In 2024, the Employment Relations Authority recorded a 22 per cent increase in employment relationship problems lodged compared with 2023. That rise was relatively uniform across ERA offices, and it is one of the clearest signs that more workers are bringing issues to authorities to seek a formal resolution. Personal grievances remain the most common type of application, followed by breaches of legislation and claims for unpaid wages or arrears. Era
This is not an academic point. More disputes mean more investigations. More disputes, more hearings. And more disputes mean more time and cost for both employers and employees. Below, I explain why disputes are increasing, examine two recent cases that show where risk sits, and give high-level but practical steps you can take to reduce exposure.
Important. Nothing in this article is a substitute for tailored legal advice. If you have a live employment issue, talk to an employment law specialist or an employment advocate.
Why disputes are increasing in NZ
Several practical factors keep appearing in ERA data and commentary.

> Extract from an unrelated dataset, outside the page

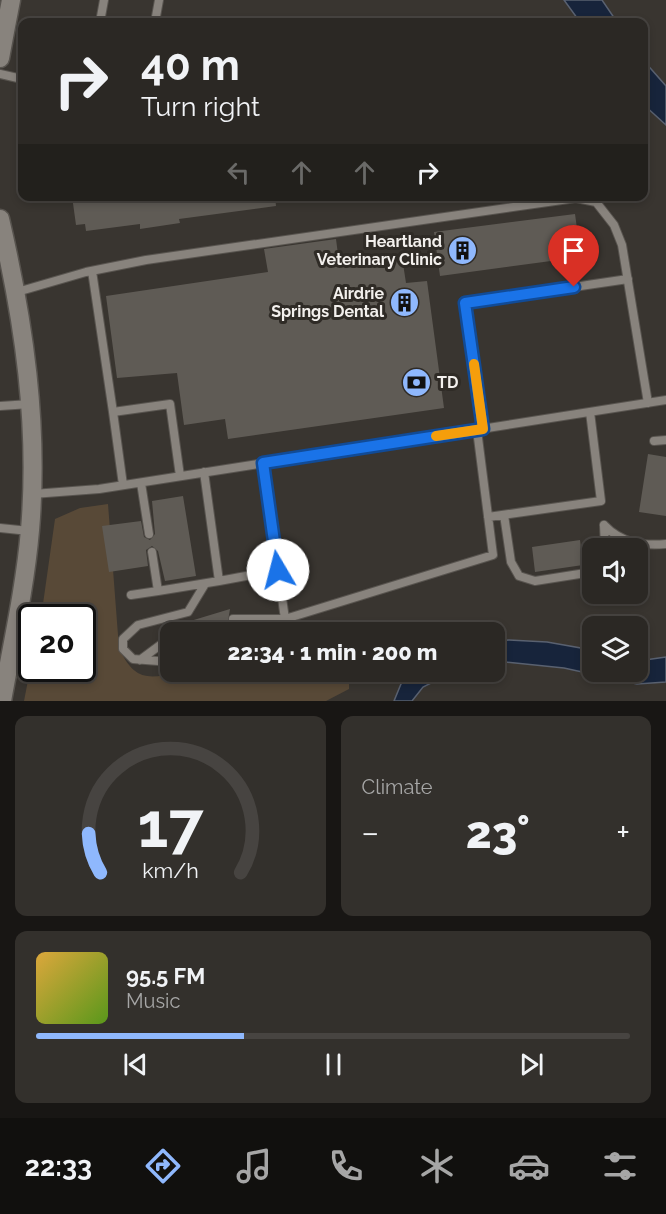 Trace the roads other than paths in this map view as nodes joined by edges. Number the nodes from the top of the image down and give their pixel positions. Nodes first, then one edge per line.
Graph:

- Process failures. Managers and/or business owners sometimes skip the fair process. Meetings go undocumented. Investigations lack evidence. Bottomline. Tribunals decide on what actually happened, not on recollections or tidy narratives put together afterwards.
- Payroll transparency. Employees can see payslips and leave balances easily. Errors are found sooner. The quicker an employer fixes payroll mistakes, the less likely a claim will follow.
- Labour hire complexity. The controlling third party risk. Where a host organisation sets hours or supervises staff, it may be joined as a controlling third party to a personal grievance. That expands the field of potential defendants and makes disputes more complex. Legislation New Zealand
- Informal arrangements harden. Hybrid work, trial arrangements and off-the-cuff promises calcify into disputes if they are not put into writing.
Minimise your risks. Address those weaknesses highlighted above and you remove a large proportion of the problems that end up before the ERA.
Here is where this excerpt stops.